:: RECORDS ::
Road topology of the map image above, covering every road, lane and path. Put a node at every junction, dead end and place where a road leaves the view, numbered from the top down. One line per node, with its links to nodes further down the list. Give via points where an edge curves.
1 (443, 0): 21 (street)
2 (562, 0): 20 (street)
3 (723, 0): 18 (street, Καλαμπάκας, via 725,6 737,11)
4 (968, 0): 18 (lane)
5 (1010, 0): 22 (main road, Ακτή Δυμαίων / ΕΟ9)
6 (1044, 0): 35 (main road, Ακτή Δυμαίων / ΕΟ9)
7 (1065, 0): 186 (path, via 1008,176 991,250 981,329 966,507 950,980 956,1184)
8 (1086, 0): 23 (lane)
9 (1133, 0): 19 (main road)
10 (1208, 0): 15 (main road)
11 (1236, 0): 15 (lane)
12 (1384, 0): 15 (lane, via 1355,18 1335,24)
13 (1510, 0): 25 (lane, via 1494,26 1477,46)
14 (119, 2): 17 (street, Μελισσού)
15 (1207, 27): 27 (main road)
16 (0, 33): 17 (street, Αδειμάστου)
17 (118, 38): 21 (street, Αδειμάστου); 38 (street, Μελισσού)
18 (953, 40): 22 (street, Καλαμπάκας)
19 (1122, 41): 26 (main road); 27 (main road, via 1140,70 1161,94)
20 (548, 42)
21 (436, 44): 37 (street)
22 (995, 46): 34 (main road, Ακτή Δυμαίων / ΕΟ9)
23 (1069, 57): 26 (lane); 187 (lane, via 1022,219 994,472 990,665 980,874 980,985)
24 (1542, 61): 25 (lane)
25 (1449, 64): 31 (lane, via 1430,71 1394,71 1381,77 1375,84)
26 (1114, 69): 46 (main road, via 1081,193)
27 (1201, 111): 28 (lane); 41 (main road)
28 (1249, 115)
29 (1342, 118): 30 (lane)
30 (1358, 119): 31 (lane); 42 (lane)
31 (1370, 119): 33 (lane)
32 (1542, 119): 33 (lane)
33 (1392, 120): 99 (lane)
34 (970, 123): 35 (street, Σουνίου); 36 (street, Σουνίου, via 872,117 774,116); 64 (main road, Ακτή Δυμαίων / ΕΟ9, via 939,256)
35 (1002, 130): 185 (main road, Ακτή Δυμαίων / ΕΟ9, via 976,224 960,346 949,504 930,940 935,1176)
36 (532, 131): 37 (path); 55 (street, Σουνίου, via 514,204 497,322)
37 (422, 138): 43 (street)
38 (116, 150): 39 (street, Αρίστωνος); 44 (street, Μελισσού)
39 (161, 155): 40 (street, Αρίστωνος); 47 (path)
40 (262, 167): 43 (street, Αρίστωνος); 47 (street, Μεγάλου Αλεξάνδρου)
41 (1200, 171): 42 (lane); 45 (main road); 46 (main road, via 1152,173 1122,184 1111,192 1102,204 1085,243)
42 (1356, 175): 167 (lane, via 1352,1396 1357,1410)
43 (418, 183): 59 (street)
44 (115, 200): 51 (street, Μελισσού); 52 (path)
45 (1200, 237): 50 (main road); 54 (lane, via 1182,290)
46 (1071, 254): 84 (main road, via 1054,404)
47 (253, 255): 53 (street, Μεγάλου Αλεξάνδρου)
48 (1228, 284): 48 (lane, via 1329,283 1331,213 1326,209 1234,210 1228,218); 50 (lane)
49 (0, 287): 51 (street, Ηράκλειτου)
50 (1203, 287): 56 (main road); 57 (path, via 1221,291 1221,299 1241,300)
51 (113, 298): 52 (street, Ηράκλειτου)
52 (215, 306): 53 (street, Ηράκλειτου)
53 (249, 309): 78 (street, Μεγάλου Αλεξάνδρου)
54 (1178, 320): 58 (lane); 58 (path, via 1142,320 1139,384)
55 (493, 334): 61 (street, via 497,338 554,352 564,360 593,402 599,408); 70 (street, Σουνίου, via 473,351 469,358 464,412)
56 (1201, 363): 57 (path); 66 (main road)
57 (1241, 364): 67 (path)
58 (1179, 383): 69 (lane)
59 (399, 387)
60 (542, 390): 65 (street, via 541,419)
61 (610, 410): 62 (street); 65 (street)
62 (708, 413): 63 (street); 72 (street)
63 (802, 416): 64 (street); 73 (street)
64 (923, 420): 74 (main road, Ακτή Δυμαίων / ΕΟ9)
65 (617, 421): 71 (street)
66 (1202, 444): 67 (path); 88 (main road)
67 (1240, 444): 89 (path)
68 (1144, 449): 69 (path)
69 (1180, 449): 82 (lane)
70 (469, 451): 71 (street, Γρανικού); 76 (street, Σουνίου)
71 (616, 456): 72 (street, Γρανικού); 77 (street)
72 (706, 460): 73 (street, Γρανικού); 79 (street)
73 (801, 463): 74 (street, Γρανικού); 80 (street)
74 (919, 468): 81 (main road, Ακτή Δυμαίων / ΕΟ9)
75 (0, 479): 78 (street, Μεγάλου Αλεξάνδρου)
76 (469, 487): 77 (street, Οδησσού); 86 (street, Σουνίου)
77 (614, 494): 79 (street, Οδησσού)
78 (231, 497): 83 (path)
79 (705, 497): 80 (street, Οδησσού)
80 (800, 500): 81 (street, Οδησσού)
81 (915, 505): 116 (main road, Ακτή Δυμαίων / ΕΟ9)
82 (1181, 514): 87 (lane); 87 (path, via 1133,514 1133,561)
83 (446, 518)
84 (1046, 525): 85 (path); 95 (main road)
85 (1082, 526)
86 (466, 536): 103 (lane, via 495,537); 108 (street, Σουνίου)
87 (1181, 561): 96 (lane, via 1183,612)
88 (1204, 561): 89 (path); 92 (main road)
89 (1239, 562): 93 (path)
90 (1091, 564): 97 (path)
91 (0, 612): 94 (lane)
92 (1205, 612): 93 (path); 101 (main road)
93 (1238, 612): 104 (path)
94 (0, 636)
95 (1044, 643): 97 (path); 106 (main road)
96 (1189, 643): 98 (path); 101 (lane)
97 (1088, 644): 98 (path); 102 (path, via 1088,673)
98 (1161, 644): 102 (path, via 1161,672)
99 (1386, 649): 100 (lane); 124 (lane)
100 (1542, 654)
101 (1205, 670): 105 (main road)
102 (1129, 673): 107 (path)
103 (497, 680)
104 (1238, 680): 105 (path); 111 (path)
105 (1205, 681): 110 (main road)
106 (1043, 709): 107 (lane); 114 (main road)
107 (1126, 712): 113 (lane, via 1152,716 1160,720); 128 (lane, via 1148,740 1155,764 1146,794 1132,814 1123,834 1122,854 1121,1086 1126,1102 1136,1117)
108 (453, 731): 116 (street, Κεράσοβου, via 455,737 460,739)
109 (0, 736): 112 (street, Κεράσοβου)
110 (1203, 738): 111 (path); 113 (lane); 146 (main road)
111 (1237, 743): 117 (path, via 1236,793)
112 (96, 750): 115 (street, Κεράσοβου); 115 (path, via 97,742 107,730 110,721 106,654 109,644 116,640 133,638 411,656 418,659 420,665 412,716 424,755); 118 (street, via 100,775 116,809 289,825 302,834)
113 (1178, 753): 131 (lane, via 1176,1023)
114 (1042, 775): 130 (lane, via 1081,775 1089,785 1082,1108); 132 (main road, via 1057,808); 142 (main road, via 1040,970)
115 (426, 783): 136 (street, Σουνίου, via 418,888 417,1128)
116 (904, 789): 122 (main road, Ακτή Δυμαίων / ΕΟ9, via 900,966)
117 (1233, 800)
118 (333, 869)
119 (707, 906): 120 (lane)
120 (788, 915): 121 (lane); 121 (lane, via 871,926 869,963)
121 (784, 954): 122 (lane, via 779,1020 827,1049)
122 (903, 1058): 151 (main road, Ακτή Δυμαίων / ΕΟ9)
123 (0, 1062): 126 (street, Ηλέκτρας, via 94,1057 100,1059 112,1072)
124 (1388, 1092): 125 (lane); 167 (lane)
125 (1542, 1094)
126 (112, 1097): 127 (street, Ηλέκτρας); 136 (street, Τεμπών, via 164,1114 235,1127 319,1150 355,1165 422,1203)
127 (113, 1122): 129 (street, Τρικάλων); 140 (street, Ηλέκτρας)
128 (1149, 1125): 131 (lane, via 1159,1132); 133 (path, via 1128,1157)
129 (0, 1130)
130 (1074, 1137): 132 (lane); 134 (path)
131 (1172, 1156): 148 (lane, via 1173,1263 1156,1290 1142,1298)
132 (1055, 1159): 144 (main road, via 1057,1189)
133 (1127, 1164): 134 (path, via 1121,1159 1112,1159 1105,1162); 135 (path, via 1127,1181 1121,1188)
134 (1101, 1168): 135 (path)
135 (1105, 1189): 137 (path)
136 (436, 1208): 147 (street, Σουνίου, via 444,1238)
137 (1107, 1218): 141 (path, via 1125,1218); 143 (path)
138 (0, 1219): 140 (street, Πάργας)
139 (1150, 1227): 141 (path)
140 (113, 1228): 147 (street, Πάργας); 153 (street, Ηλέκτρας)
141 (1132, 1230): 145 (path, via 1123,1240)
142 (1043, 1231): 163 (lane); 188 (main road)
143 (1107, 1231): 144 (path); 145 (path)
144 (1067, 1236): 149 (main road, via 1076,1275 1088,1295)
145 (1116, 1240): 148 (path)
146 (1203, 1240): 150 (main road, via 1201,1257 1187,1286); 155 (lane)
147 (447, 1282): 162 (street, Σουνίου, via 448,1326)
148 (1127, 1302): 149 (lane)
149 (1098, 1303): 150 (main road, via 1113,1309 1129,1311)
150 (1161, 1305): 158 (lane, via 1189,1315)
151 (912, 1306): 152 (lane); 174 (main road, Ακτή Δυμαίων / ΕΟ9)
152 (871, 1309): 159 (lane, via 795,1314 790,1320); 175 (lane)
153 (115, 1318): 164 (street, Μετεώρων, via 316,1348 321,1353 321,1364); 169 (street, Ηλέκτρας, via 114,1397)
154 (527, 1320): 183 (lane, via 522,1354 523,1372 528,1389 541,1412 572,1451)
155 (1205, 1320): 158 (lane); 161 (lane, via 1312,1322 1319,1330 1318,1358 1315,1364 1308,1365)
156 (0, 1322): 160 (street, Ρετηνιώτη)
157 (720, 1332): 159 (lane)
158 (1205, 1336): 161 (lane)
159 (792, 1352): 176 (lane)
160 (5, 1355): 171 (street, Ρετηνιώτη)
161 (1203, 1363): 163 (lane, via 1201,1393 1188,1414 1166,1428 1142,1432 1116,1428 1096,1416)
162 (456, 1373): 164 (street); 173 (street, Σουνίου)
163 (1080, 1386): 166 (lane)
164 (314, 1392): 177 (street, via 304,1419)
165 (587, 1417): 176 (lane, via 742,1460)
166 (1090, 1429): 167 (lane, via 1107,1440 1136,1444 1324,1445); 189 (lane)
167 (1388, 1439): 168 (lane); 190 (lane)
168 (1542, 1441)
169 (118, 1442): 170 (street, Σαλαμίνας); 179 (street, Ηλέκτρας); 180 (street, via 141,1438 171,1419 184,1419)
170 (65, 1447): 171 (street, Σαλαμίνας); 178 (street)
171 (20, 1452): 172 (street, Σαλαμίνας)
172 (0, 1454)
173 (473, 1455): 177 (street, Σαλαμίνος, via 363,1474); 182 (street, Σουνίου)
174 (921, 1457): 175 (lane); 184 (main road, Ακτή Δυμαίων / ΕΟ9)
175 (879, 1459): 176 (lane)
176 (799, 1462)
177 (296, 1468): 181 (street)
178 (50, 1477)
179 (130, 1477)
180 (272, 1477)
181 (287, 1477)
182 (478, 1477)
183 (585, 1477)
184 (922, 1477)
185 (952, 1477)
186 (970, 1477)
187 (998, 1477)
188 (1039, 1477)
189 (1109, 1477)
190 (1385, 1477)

:: EXERCISE AIM ::
Pull out each line of the entries that contains "Οδησσού".

:: EXERCISE OUTPUT ::
76 (469, 487): 77 (street, Οδησσού); 86 (street, Σουνίου)
77 (614, 494): 79 (street, Οδησσού)
79 (705, 497): 80 (street, Οδησσού)
80 (800, 500): 81 (street, Οδησσού)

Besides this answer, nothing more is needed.